How to complete this task: Reproduce exactly the lines that run from the start of the records below to the line with "Which roads connect", inclusive.
►
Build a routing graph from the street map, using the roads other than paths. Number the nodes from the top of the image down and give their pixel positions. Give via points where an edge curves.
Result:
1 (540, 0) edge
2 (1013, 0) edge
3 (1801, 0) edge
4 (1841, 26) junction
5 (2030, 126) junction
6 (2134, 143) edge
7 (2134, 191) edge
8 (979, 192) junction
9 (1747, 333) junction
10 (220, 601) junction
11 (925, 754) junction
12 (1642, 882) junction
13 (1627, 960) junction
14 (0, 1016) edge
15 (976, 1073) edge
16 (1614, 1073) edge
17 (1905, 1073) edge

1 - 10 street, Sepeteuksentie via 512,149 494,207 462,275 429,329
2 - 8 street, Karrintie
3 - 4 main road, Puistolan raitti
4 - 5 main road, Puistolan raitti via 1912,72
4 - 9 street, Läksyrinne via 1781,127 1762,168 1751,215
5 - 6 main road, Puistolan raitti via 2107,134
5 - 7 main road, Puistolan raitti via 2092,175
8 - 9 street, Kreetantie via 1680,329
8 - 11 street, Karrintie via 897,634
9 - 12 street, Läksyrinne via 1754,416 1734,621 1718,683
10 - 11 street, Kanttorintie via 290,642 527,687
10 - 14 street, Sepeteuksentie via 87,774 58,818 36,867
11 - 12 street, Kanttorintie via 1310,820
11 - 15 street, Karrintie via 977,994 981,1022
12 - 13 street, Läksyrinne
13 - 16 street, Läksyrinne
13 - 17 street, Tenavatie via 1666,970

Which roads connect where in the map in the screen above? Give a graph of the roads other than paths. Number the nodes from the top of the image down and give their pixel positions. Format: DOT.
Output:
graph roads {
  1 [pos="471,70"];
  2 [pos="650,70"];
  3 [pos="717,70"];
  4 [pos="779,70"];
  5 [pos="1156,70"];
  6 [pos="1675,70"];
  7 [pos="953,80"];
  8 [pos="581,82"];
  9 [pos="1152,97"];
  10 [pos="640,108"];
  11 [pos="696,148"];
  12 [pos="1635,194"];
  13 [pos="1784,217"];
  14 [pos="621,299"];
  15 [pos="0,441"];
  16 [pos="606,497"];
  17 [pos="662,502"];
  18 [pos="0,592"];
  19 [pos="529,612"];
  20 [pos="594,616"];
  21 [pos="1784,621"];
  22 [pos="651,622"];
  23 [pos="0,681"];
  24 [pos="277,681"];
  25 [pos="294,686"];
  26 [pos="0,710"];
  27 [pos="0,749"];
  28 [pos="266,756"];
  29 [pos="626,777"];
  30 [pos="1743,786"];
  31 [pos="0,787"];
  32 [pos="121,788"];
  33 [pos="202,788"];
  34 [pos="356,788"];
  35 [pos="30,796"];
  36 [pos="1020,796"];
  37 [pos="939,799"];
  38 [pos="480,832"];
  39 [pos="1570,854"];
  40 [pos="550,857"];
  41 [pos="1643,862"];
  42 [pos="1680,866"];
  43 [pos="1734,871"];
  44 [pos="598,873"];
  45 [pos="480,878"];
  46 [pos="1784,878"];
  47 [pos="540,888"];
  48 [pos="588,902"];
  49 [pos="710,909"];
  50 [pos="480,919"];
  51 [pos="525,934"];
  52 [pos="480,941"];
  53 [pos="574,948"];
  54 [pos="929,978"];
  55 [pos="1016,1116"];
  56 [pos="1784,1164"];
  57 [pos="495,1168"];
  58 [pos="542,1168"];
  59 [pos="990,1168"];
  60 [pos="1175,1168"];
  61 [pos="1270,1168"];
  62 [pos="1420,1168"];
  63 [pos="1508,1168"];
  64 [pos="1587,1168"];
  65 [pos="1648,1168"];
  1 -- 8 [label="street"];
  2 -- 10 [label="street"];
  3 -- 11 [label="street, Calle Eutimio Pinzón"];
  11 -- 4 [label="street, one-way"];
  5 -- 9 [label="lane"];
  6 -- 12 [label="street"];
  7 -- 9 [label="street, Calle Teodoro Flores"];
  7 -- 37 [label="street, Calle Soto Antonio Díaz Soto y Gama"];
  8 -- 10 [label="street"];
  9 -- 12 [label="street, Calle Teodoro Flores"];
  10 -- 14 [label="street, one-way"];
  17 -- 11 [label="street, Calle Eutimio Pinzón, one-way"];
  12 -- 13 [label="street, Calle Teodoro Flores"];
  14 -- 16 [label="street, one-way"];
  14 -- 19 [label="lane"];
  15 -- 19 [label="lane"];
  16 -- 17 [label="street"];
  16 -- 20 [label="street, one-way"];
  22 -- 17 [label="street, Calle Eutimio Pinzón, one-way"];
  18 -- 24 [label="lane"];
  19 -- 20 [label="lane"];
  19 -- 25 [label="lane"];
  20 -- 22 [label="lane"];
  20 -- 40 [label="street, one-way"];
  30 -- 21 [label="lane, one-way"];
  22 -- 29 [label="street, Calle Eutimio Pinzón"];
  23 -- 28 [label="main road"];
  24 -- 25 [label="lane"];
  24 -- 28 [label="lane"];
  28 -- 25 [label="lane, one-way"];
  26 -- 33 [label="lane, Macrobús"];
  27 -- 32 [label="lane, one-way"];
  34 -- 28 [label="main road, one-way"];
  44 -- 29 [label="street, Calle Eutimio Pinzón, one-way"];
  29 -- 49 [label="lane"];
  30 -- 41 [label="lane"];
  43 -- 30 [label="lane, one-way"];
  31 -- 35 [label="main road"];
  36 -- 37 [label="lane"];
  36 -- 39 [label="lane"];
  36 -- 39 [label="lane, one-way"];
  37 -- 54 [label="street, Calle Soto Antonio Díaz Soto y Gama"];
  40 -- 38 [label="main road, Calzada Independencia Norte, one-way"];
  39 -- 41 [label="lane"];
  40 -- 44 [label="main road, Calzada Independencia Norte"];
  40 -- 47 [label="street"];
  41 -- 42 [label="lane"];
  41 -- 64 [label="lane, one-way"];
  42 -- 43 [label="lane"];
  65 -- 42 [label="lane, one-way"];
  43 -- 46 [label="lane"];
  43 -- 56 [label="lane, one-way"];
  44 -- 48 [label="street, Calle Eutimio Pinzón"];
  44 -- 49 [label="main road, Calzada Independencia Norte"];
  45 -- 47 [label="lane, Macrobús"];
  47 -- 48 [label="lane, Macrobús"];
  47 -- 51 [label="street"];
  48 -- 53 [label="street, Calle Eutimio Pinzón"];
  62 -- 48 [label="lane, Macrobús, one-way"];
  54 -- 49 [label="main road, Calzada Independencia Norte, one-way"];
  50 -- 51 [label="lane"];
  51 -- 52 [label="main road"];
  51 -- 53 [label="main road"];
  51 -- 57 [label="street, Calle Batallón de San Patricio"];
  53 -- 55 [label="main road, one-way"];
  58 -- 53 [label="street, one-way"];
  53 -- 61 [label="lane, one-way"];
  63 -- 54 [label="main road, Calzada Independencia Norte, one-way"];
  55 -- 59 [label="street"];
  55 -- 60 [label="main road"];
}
◄
Response area:
Build a routing graph from the street map, using the roads other than paths. Number the nodes from the top of the image down and give their pixel positions. Give via points where an edge curves.
Result:
1 (540, 0) edge
2 (1013, 0) edge
3 (1801, 0) edge
4 (1841, 26) junction
5 (2030, 126) junction
6 (2134, 143) edge
7 (2134, 191) edge
8 (979, 192) junction
9 (1747, 333) junction
10 (220, 601) junction
11 (925, 754) junction
12 (1642, 882) junction
13 (1627, 960) junction
14 (0, 1016) edge
15 (976, 1073) edge
16 (1614, 1073) edge
17 (1905, 1073) edge

1 - 10 street, Sepeteuksentie via 512,149 494,207 462,275 429,329
2 - 8 street, Karrintie
3 - 4 main road, Puistolan raitti
4 - 5 main road, Puistolan raitti via 1912,72
4 - 9 street, Läksyrinne via 1781,127 1762,168 1751,215
5 - 6 main road, Puistolan raitti via 2107,134
5 - 7 main road, Puistolan raitti via 2092,175
8 - 9 street, Kreetantie via 1680,329
8 - 11 street, Karrintie via 897,634
9 - 12 street, Läksyrinne via 1754,416 1734,621 1718,683
10 - 11 street, Kanttorintie via 290,642 527,687
10 - 14 street, Sepeteuksentie via 87,774 58,818 36,867
11 - 12 street, Kanttorintie via 1310,820
11 - 15 street, Karrintie via 977,994 981,1022
12 - 13 street, Läksyrinne
13 - 16 street, Läksyrinne
13 - 17 street, Tenavatie via 1666,970

Which roads connect where in the map in the screen above? Give a graph of the roads other than paths. Number the nodes from the top of the image down and give their pixel positions. Format: DOT.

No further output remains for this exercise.